Speaker 5:I left a good, grown up job by I say a grown up job because I certainly don't have a grown up job now but left a good, good job and got involved in a good church, a good recovery program, and started rebuilding who I was, my identity, and that was so valuable and good. I mean, the lessons that I learned during taking a season to recover are far more valuable than anything that I learned through any entrepreneurial venture that I've done in the past or any the MBA that I went through. You know the, the mindset and the focus of a 12 step program in as far as creating value for those around you. It's incredibly valuable. You know it's great.
Speaker 5:So, yeah, I left that job to address alcoholism and go through a recovery process. I thought that might take a couple weeks and then I'd get back to work.
Speaker 1:It's not how it happened. That's what you told Renee.
Speaker 5:Well, it's funny At that point. If I were to have laid out, if somehow I had a vision of what the future would hold, and I laid that out, she just said no, like if I just said here's, here's the plan yeah I'm gonna take about a year out of work and then I'm gonna start doing comedy as the unemployed alcoholic, uh.
Speaker 5:And then there's going to be a global pandemic which is going to shut everything down, uh. And then from there I'm going to go into the metaverse and build a cartoon comedy club in a pretend land and start to uh do comedy yeah, yeah, all in.

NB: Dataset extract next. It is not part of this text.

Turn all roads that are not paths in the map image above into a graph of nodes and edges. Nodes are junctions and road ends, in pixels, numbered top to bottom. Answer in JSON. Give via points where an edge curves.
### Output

Speaker 1:Welcome to a clip from episode 12 with kat DeBoer. Katie's a special person. She has done some amazing things in town here in Grand Rapids in West Michigan as a whole. Her and her husband run a hardscaping and construction business educating uh children. That's grown to approximately 60 students in the past few years. She's also a county commissioner and just a wonderful, overall good person.
Speaker 3:Enjoy some of her lessons that she shares here in this episode um, and so I was like god, I don't know what to do. Like I, I cannot. I cannot put them in a school right now.

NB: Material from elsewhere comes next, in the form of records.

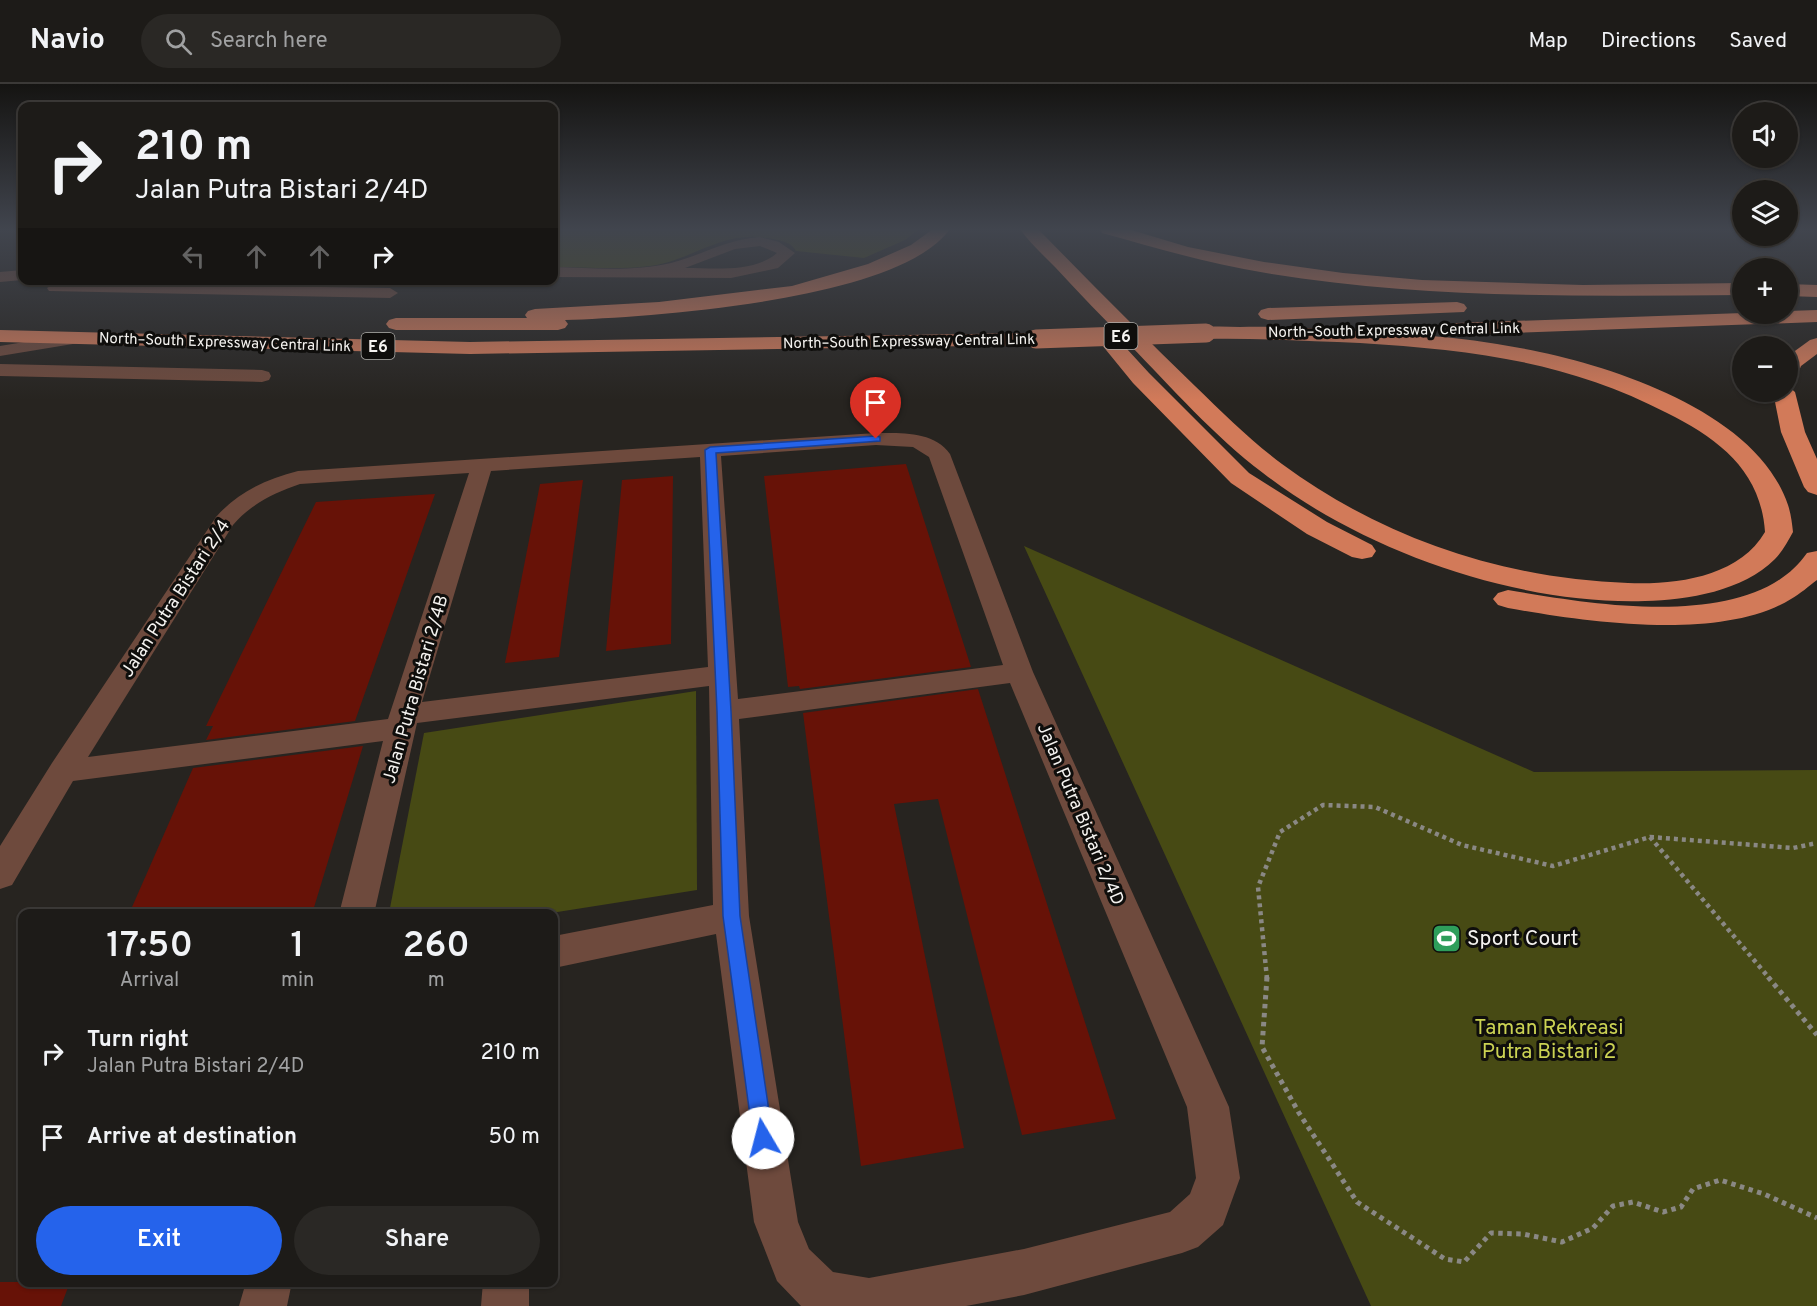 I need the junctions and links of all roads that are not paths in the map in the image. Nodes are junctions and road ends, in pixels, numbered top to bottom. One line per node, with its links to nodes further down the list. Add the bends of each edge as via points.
1 (112, 286): 7 (street)
2 (173, 286): 11 (street)
3 (810, 286): 16 (highway, E6, via 751,298 626,311 455,317 385,324)
4 (1063, 286): 30 (highway, via 1141,378 1240,478 1317,528 1443,582 1563,610 1638,616 1695,615 1745,606 1779,594 1807,574)
5 (1084, 286): 18 (highway, via 1159,363 1283,477 1316,500 1390,540 1437,558 1523,580 1585,590 1678,590 1740,570 1765,553 1779,532 1775,504 1759,472 1731,444 1694,417 1612,380 1558,362 1457,345)
6 (1418, 286): 8 (highway, via 1488,290)
7 (55, 288)
8 (1732, 289)
9 (1798, 290): 10 (highway)
10 (1817, 291)
11 (390, 293)
12 (1817, 296): 13 (highway)
13 (1798, 297)
14 (1732, 298): 17 (highway, North–South Expressway Central Link / E6, via 1022,321)
15 (1817, 316): 18 (highway, North–South Expressway Central Link / E6, via 1509,328)
16 (688, 324)
17 (771, 324)
18 (1268, 332): 20 (highway, North–South Expressway Central Link / E6, bridge, via 470,348)
19 (0, 336): 20 (highway, North–South Expressway Central Link / E6)
20 (79, 338): 22 (street)
21 (1817, 344): 23 (highway)
22 (0, 351)
23 (1798, 358)
24 (0, 370): 25 (street)
25 (262, 376)
26 (1786, 402): 29 (highway, via 1793,432)
27 (710, 450): 28 (street, Jalan Putra Bistari 2/4); 31 (street, Jalan Putra Bistari 2/4D, via 876,439 930,445 939,454); 32 (street, Jalan Putra Bistari 2/4D)
28 (482, 466): 34 (street, Jalan Putra Bistari 2/4B); 35 (street, Jalan Putra Bistari 2/4, via 298,478 249,497 224,522)
29 (1817, 488)
30 (1817, 559)
31 (1019, 672): 33 (street); 38 (street, Jalan Putra Bistari 2/4D, via 1208,1107 1218,1178 1207,1209 1182,1231 1024,1272 869,1301 822,1294 793,1265 776,1222)
32 (722, 675): 33 (street, Jalan Putra Bistari 2/4D); 34 (street)
33 (724, 711): 38 (street, Jalan Putra Bistari 2/4D)
34 (403, 721): 35 (street); 37 (street, Jalan Putra Bistari 2/4B)
35 (63, 771): 36 (street, Jalan Putra Bistari 2/4)
36 (0, 875)
37 (357, 909)
38 (731, 916): 39 (street)
39 (558, 951)
40 (268, 1287): 42 (street)
41 (506, 1287): 43 (street)
42 (263, 1306)
43 (505, 1306)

Speaker 3:I can't do it I don't know what to do. And so god said well then, find your village, find your community, find your support. And so it was totally a selfish reason why I started Faith and Freedom because I needed help. I couldn't do it alone. And I knew I couldn't do it alone. And so a bunch of moms, a bunch of parents, came together and started something. So a bunch of moms, a bunch of parents, came together and started something. And we're still going to this day. It's shifted a ton. We started at four days a week and it was honestly it was. Most of us all came out of the public schools.
Speaker 3:And so it was a kind of a different culture than most of the homeschool traditional culture. It was public school kids that didn't fit into a compliance box for the public schools. So all the kids started the co-op. We started with 40 kids in my house.
Speaker 1:Wow, holy cow.
Speaker 3:Yeah, I actually I was really nervous at that time because I know zoning ordinances now and I know I was breaking a bunch of zoning ordinances. But we found a church in a week and a half after being at my house, um, and it's been I mean, it's been another like struggle here and there you know, with learning how to navigate through some of that, I've stepped back a lot and we've got some wonderful moms that know what they're doing.
Speaker 3:Shout out to Jackie she's my good friend and knows what she's doing and I'm thankful for her. I won't share her last name because she'd be mad at me, but yeah, so it's been incredible and it's been a struggle for us sometimes, but it's also, at the end of the day, kids, it's what it's about.